Soldaten aus Israel fahren an der Grenze des Gazastreifens am 06.04.2018
Israelische Soldaten an der Grenze des Gazastreifens Quelle: reuters

Dichter schwarzer Rauch stieg an zahlreichen Orten auf, weil Hunderte Palästinenser Autoreifen verbrannten. Damit wollen die Palästinenser eine "Rauchwand" erzeugen. Ziel ist es, Scharfschützen auf der israelischen Seite der Grenze die Sicht zu erschweren. Israels Armee wirft der im Gazastreifen herrschenden Hamas vor, sie wolle im Schutz der Rauchschwaden Anschläge an der Grenze verüben. Die palästinensischen Aktivisten trugen beim Verbrennen der Autoreifen einen Mundschutz. Israel hat vor schweren Umwelt- und Gesundheitsschäden durch die Aktion gewarnt. Beim Verbrennen von Autoreifen werden Schadstoffe freigesetzt.

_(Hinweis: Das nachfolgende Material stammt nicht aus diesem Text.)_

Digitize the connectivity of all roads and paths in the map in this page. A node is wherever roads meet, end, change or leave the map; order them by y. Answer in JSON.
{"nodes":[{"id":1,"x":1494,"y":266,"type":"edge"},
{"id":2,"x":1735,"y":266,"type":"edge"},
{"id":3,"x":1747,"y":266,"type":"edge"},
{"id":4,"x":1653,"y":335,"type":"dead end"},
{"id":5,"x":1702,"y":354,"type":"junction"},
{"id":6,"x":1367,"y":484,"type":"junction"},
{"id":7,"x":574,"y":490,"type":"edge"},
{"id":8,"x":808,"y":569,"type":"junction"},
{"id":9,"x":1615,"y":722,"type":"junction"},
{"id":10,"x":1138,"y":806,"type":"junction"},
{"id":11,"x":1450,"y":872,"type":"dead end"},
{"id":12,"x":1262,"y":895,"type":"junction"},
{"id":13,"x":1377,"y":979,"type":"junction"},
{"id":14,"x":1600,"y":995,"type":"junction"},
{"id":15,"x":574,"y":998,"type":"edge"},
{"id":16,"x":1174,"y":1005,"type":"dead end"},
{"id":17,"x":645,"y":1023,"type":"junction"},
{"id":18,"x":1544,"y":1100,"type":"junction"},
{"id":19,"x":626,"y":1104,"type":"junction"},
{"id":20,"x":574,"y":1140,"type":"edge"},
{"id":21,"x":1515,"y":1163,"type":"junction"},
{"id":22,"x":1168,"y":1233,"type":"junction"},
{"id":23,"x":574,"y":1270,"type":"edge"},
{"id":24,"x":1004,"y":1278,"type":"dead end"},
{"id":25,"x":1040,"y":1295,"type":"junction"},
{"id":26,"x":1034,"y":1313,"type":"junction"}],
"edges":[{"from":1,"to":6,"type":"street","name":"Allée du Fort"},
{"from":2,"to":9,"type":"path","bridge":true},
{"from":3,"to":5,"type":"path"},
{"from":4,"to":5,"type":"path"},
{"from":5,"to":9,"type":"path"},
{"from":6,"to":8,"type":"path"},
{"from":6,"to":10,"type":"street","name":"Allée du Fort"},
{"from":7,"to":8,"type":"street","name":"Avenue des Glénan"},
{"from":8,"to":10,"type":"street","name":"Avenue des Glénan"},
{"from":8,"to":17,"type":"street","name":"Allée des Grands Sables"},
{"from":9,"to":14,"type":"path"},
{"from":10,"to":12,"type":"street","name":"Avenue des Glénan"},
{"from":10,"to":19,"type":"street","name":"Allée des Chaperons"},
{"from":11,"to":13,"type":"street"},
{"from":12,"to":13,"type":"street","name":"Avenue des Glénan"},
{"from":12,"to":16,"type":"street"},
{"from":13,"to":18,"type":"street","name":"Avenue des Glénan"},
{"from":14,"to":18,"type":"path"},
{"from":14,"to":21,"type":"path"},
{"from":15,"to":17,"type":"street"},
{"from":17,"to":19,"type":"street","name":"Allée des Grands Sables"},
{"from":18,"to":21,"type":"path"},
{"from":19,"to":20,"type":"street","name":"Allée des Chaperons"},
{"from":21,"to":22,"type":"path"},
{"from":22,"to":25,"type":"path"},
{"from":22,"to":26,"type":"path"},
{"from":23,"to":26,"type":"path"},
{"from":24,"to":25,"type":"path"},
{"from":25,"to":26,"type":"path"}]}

In einem der Lager landeten in der Nähe der Übertragungswagen von Fernsehteams Tränengaskanister der israelischen Sicherheitskräfte. Der sich ausbreitende Reizstoff löste Fluchtbewegungen unter den Demonstranten aus.

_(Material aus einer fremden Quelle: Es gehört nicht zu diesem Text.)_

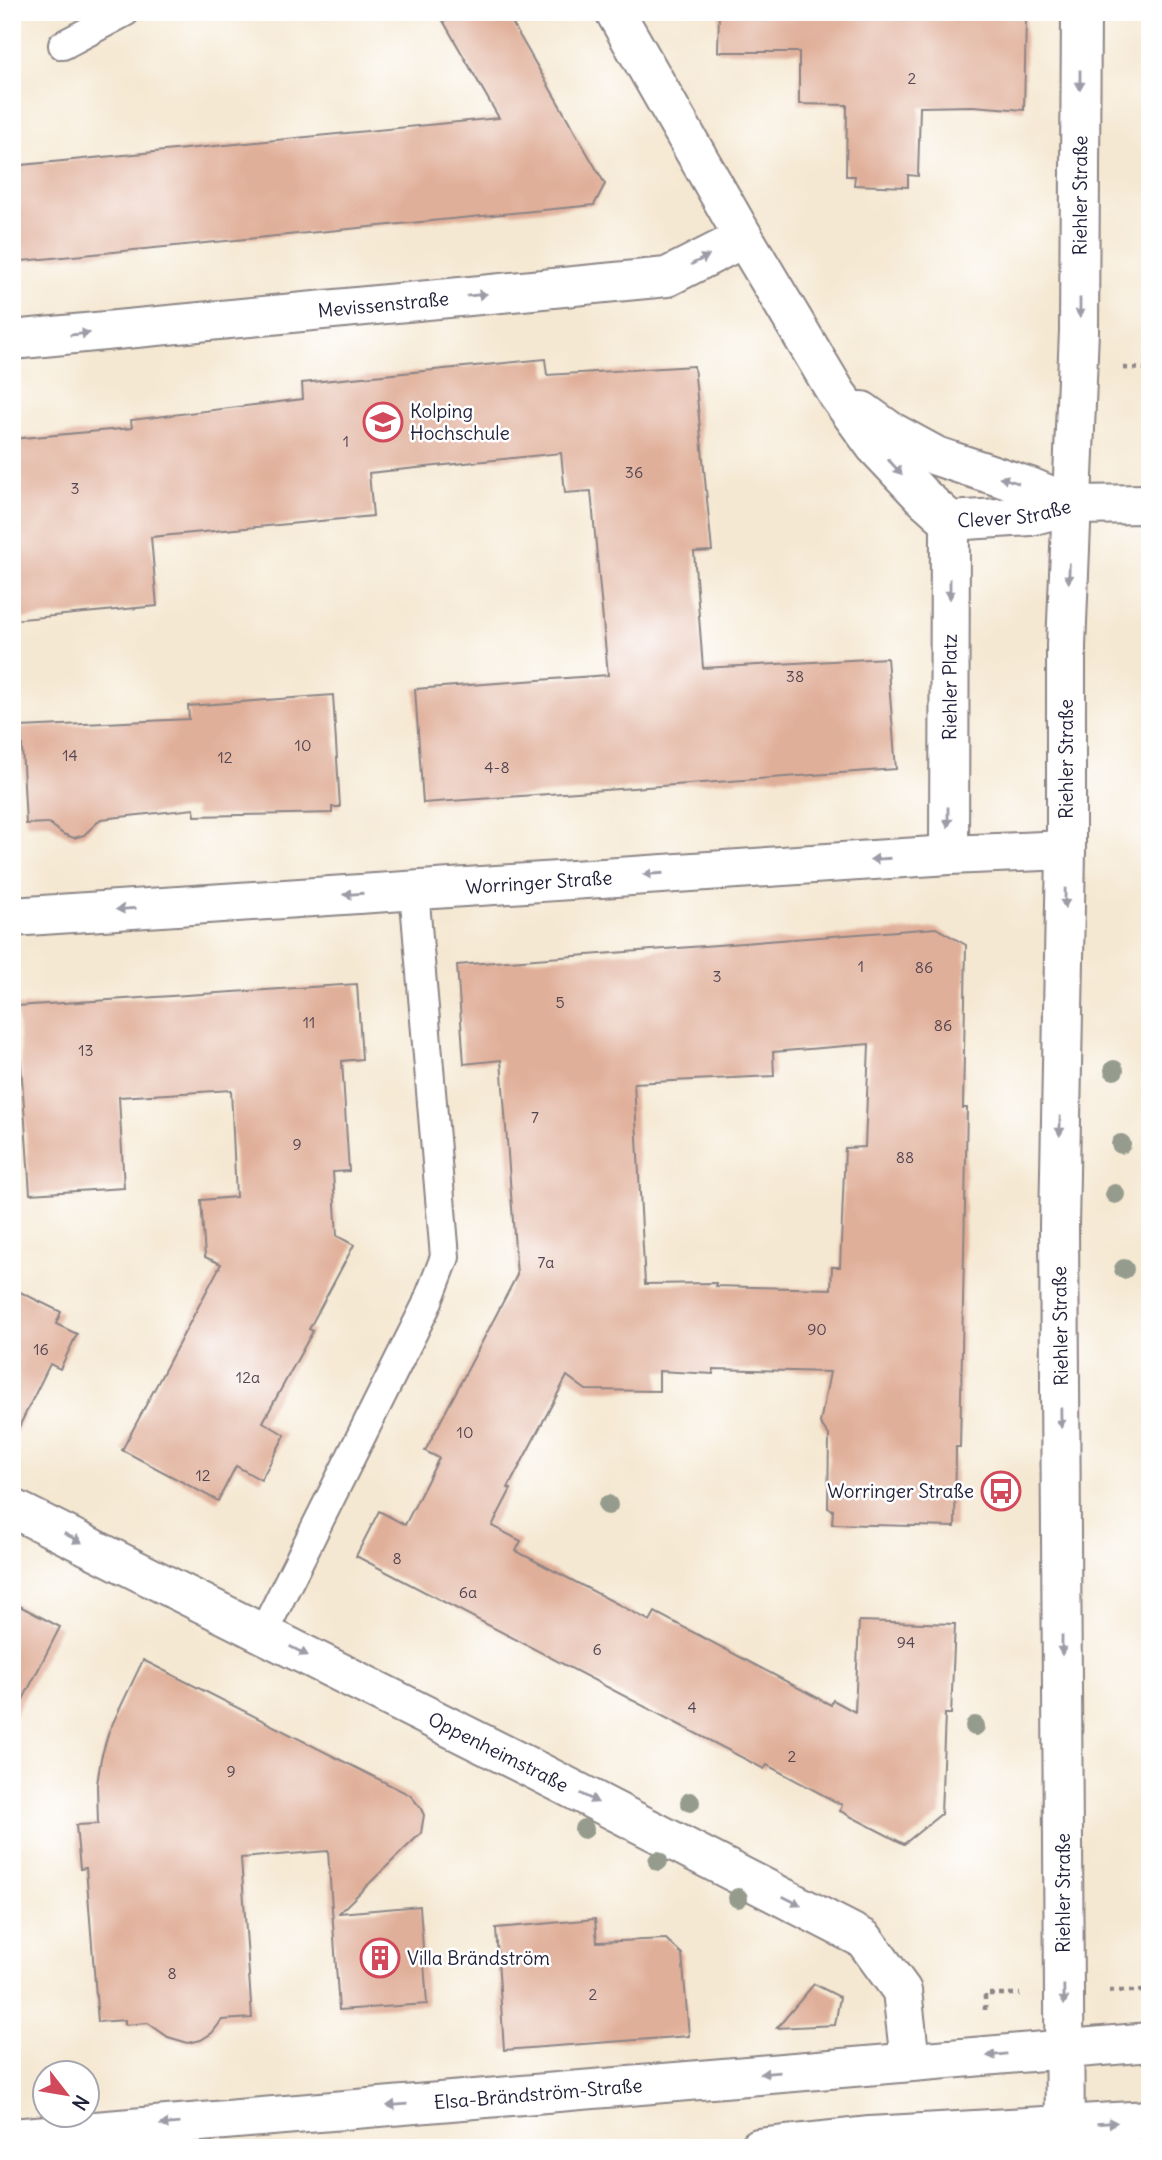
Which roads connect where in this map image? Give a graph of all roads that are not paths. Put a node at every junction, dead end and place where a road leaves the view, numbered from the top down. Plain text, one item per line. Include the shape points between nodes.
1 (125, 12) edge
2 (615, 12) edge
3 (1081, 12) edge
4 (63, 45) dead end
5 (744, 238) junction
6 (12, 340) edge
7 (837, 394) junction
8 (1150, 504) edge
9 (1072, 505) junction
10 (950, 521) junction
11 (1066, 850) junction
12 (948, 855) junction
13 (414, 890) junction
14 (12, 917) edge
15 (12, 1508) edge
16 (263, 1633) junction
17 (1150, 2042) edge
18 (1065, 2048) junction
19 (911, 2061) junction
20 (1150, 2120) edge
21 (1065, 2137) edge
22 (12, 2138) edge
23 (759, 2148) edge

1 - 4 lane
2 - 5 street, Clever Straße
3 -> 9 street, Riehler Straße via 1079,331
6 -> 5 street, Mevissenstraße via 667,277
5 - 7 street, Clever Straße
9 -> 7 street, Clever Straße via 936,456
7 -> 10 street, Clever Straße via 875,446
8 - 9 street
9 - 10 street, Clever Straße via 1030,516
9 -> 11 street, Riehler Straße via 1066,646
10 -> 12 street, Riehler Platz
11 - 12 street, Worringer Straße
11 -> 18 street, Riehler Straße via 1059,1227
12 -> 13 street, Worringer Straße
13 -> 14 street, Worringer Straße
13 - 16 lane via 445,1257 426,1306
15 -> 16 street, Oppenheimstraße
16 -> 19 street, Oppenheimstraße via 864,1939 902,1991
17 - 18 street, Elsa-Brändström-Straße
18 -> 19 street, Elsa-Brändström-Straße
18 - 21 street, Riehler Straße
19 -> 22 street, Elsa-Brändström-Straße
21 -> 20 street
21 - 23 street via 870,2136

22 Palästinenser an Grenze getötet

Die Hamas hatte vor einer Woche den "Marsch der Rückkehr" gestartet, insgesamt sollen die Proteste sechs Wochen andauern. Beim schlimmsten Ausbruch der Gewalt seit 2014 sind bisher 22 Palästinenser ums Leben gekommen. Am Karfreitag waren bei Konfrontationen 18 Palästinenser getötet worden, zwei starben später an ihren Verletzungen. Zwei weitere wurden bei Vorfällen im Grenzbereich am Dienstag und am Donnerstag getötet. Israelische Soldaten schossen nach Armeeangaben gezielt auf palästinensische Rädelsführer – die meisten der Getöteten waren nach israelischen Angaben militante Palästinenser.

An diesem Freitag wurde ein weiterer Gewaltausbruch befürchtet. Palästinenser im Gazastreifen wurden zu Blutspenden aufgerufen. Der Rettungsdienst Roter Halbmond richtete nach eigenen Angaben an fünf Stellen nahe der Grenze Feldkliniken zur Behandlung von Verletzten ein.

Anlass der Proteste 70 Jahre Israel

UN-Generalsekretär António Guterres forderte von allen Beteiligten Zurückhaltung. Das Internationale Komitee vom Roten Kreuz (ICRC) äußerte sich besorgt über die hohen Opferzahlen. Rund 1.500 Palästinenser sind nach Angaben der Gesundheitsbehörde seit Karfreitag verletzt worden. "Wir erkennen Israels Sicherheitsbedenken an, dennoch darf tödliche Gewalt nur als letztes Mittel eingesetzt werden, wenn es sich nicht vermeiden lässt, um Leben zu schützen", hieß es in der Mitteilung des ICRC.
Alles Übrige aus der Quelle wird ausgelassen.